THE DATA
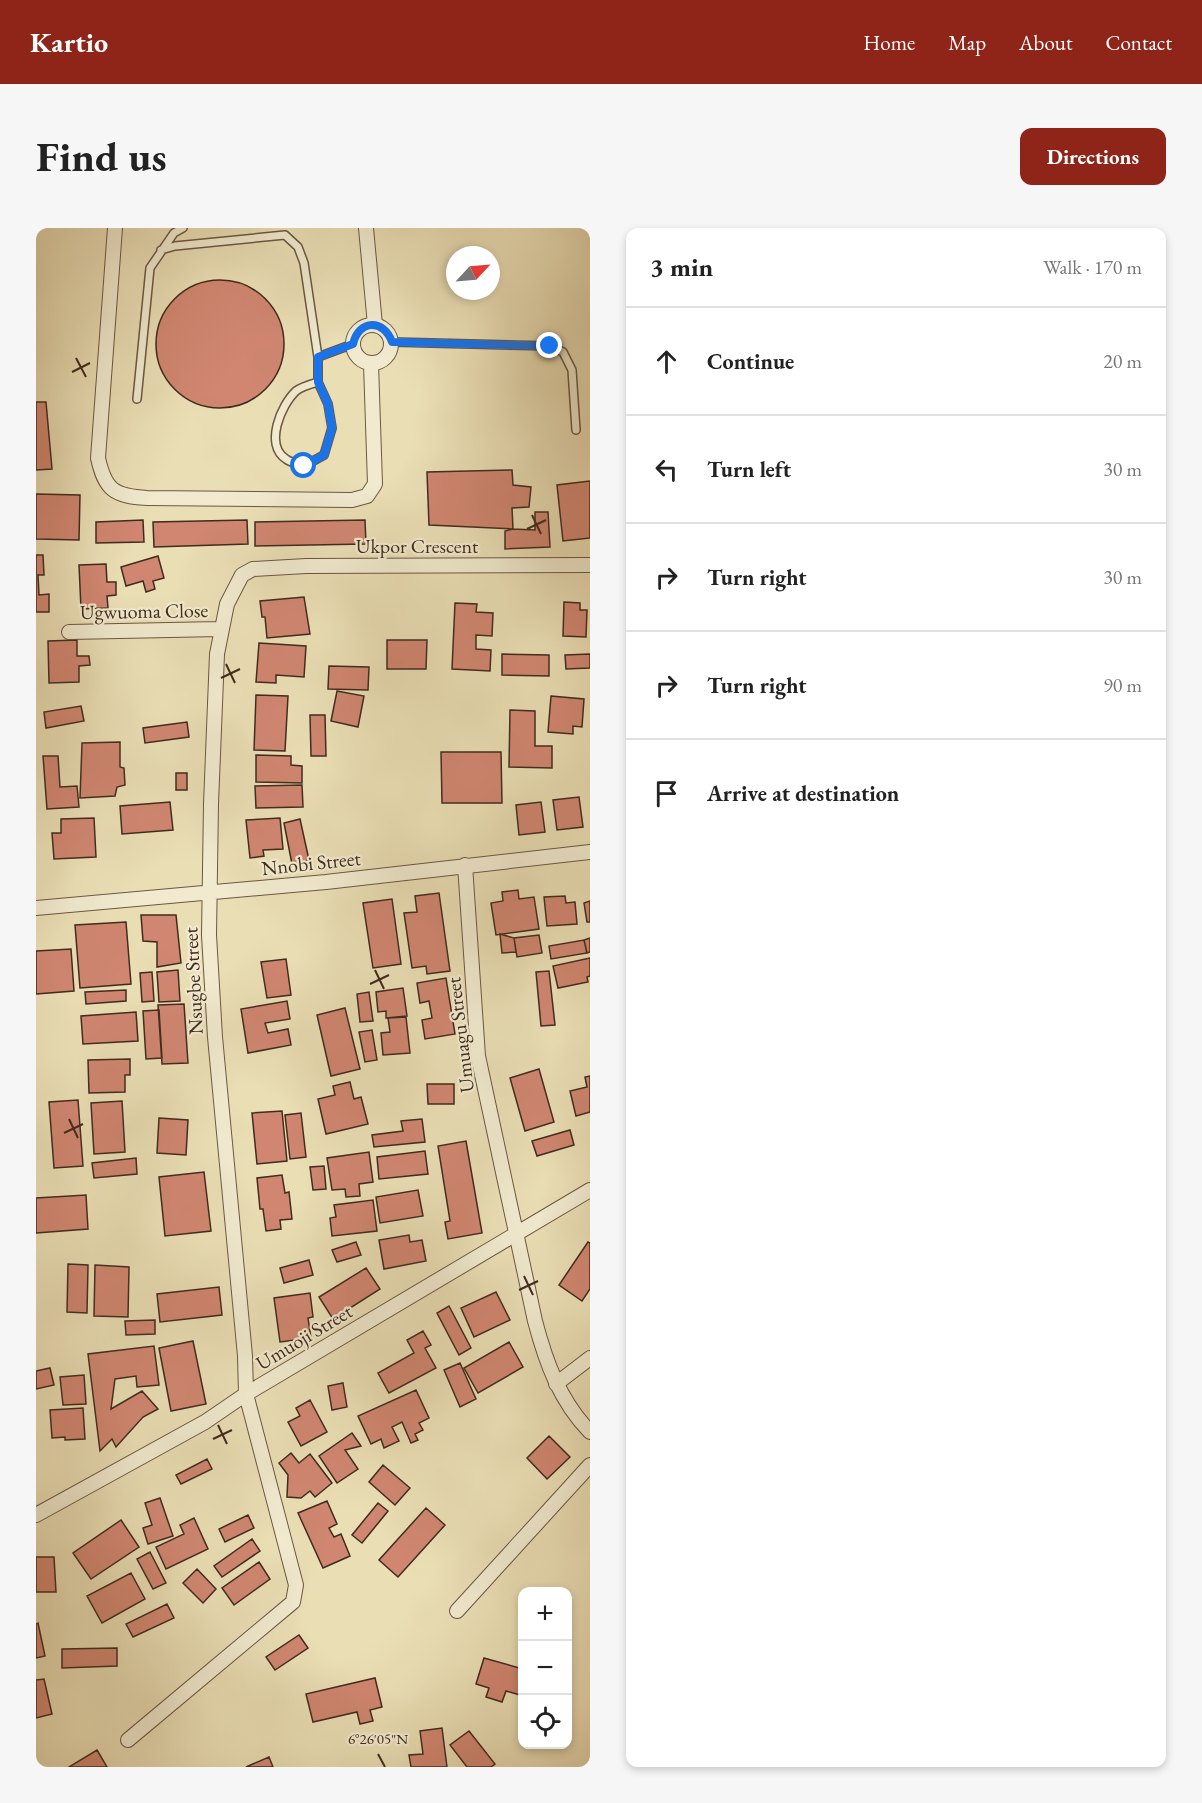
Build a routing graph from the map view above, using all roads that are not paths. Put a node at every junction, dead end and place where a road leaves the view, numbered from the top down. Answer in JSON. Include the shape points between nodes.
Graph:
{"nodes":[{"id":1,"x":115,"y":228,"type":"edge"},
{"id":2,"x":183,"y":228,"type":"edge"},
{"id":3,"x":364,"y":230,"type":"edge"},
{"id":4,"x":161,"y":250,"type":"junction"},
{"id":5,"x":375,"y":325,"type":"junction"},
{"id":6,"x":392,"y":342,"type":"junction"},
{"id":7,"x":353,"y":344,"type":"junction"},
{"id":8,"x":318,"y":357,"type":"junction"},
{"id":9,"x":371,"y":364,"type":"junction"},
{"id":10,"x":318,"y":382,"type":"junction"},
{"id":11,"x":137,"y":399,"type":"dead end"},
{"id":12,"x":576,"y":429,"type":"dead end"},
{"id":13,"x":590,"y":564,"type":"edge"},
{"id":14,"x":245,"y":572,"type":"joint"},
{"id":15,"x":220,"y":629,"type":"junction"},
{"id":16,"x":69,"y":632,"type":"dead end"},
{"id":17,"x":590,"y":852,"type":"edge"},
{"id":18,"x":465,"y":866,"type":"junction"},
{"id":19,"x":211,"y":892,"type":"junction"},
{"id":20,"x":36,"y":908,"type":"edge"},
{"id":21,"x":590,"y":1190,"type":"edge"},
{"id":22,"x":516,"y":1233,"type":"junction"},
{"id":23,"x":590,"y":1359,"type":"edge"},
{"id":24,"x":556,"y":1384,"type":"junction"},
{"id":25,"x":246,"y":1394,"type":"junction"},
{"id":26,"x":590,"y":1432,"type":"edge"},
{"id":27,"x":590,"y":1465,"type":"edge"},
{"id":28,"x":36,"y":1515,"type":"edge"},
{"id":29,"x":457,"y":1611,"type":"dead end"},
{"id":30,"x":129,"y":1740,"type":"dead end"}],
"edges":[{"from":1,"to":9,"type":"street","via":[[98,458],[102,479],[115,492],[147,498],[352,500],[367,496],[375,484]]},
{"from":2,"to":4,"type":"lane"},
{"from":3,"to":5,"type":"street"},
{"from":4,"to":8,"type":"lane","via":[[285,235],[298,247],[304,263]]},
{"from":4,"to":11,"type":"lane","via":[[150,268]]},
{"from":5,"to":6,"type":"street","via":[[383,328]]},
{"from":5,"to":7,"type":"street","via":[[360,329]]},
{"from":6,"to":9,"type":"street","via":[[386,358]]},
{"from":6,"to":12,"type":"lane","via":[[550,346],[563,352],[572,370]]},
{"from":7,"to":8,"type":"lane"},
{"from":7,"to":9,"type":"street","via":[[355,353]]},
{"from":8,"to":10,"type":"lane"},
{"from":10,"to":10,"type":"lane","via":[[328,404],[332,428],[324,455],[304,466],[285,459],[277,446],[275,425],[297,390]]},
{"from":13,"to":14,"type":"street","name":"Ukpor Crescent","via":[[306,566]]},
{"from":14,"to":15,"type":"street","name":"Nsugbe Street","via":[[227,604]]},
{"from":15,"to":16,"type":"street","name":"Ugwuoma Close"},
{"from":15,"to":19,"type":"street","name":"Nsugbe Street","via":[[211,804]]},
{"from":17,"to":18,"type":"street","name":"Nnobi Street"},
{"from":18,"to":19,"type":"street","name":"Nnobi Street"},
{"from":18,"to":22,"type":"street","name":"Umuagu Street","via":[[478,1056]]},
{"from":19,"to":20,"type":"street","name":"Nnobi Street"},
{"from":19,"to":25,"type":"street","name":"Nsugbe Street","via":[[209,934],[215,1037]]},
{"from":21,"to":22,"type":"street","name":"Umuoji Street"},
{"from":22,"to":24,"type":"street","name":"Umuagu Street","via":[[541,1344]]},
{"from":22,"to":25,"type":"street","name":"Umuoji Street"},
{"from":23,"to":24,"type":"street"},
{"from":24,"to":26,"type":"street","name":"Umuagu Street"},
{"from":25,"to":28,"type":"street","name":"Umuoji Street","via":[[205,1422]]},
{"from":25,"to":30,"type":"street","name":"Nsugbe Street","via":[[294,1580],[293,1602]]},
{"from":27,"to":29,"type":"street"}]}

TASK GOAL
What the answer needs is every line from the data above with "Nsugbe" in it.

SOLUTION TO THIS PROBLEM
{"from":14,"to":15,"type":"street","name":"Nsugbe Street","via":[[227,604]]},
{"from":15,"to":19,"type":"street","name":"Nsugbe Street","via":[[211,804]]},
{"from":19,"to":25,"type":"street","name":"Nsugbe Street","via":[[209,934],[215,1037]]},
{"from":25,"to":30,"type":"street","name":"Nsugbe Street","via":[[294,1580],[293,1602]]},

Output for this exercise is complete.